Best Practices for Winter Readiness
Codify Temperature Protocols for each organ, including lower and upper bounds and alarms.
Pre‑Flight and Pre‑Transport Checks: verify device readiness, batteries, and backup power.
Route Contingencies: plan alternates for road and air transport; pre‑clear with logistics partners.
Real‑Time Telemetry: monitor temperature and time‑out‑of‑body with automated alerts.
Simulate Storm Scenarios with cross‑functional drills spanning OPO, transport, and recipient center.
Friend or Foe? The Verdict
Cold weather is both a blessing and a challenge. It aligns with the fundamental principle of slowing organ metabolism—but only when it’s controlled. Uncontrolled cold can destroy tissue; precision hypothermia can save lives. And as preservation science explores 8–10°C strategies, the emphasis shifts from “how cold” to “how precisely controlled” and “for which organ and protocol.”
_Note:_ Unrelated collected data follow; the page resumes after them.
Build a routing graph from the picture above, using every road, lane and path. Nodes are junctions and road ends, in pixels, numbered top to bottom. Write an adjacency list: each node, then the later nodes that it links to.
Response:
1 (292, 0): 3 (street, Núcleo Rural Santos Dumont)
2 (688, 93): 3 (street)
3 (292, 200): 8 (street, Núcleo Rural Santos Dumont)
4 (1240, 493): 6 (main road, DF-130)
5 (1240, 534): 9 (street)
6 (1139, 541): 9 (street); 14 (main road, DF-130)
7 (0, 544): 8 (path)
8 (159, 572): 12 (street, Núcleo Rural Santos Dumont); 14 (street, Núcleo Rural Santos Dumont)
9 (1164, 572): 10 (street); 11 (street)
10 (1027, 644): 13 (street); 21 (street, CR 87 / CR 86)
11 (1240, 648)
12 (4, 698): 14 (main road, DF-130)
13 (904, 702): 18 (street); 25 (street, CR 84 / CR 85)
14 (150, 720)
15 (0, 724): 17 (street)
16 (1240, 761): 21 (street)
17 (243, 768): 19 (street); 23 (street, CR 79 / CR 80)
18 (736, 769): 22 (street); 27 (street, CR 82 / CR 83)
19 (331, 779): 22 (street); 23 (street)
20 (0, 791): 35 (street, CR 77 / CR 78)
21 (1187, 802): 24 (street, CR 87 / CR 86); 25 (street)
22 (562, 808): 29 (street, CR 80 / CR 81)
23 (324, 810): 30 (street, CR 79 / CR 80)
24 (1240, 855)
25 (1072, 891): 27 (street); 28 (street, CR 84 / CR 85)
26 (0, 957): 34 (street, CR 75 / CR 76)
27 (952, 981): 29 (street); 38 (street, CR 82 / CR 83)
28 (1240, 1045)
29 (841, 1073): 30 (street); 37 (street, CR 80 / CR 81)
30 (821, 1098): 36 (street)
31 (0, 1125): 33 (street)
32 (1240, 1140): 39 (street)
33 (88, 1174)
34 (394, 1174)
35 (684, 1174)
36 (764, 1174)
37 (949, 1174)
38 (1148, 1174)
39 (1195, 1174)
ScubaTx: Ready for Next‑Generation Preservation
At ScubaTx, we’re engineering for the future of transplant logistics and preservation:
Programmable Temperature Targets
ATC enables stable hypothermic control at 4°C or 8–10°C, supporting organ‑specific protocols and evolving clinical research.Operational Resilience
Designed for storm‑season realities: battery backup, rapid start‑up, and workflow‑friendly interfaces for OPOs and transplant centers.Pathway to Advanced Modalities
Our roadmap includes integrating persufflation capabilities and protocol‑driven temperature profiles to further optimize organ viability, even under challenging winter conditions.
In short, whether winter brings calm skies or blizzards, ScubaTx is focused on delivering precise, adaptable, and robust preservation—so more organs reach more patients in the best possible condition.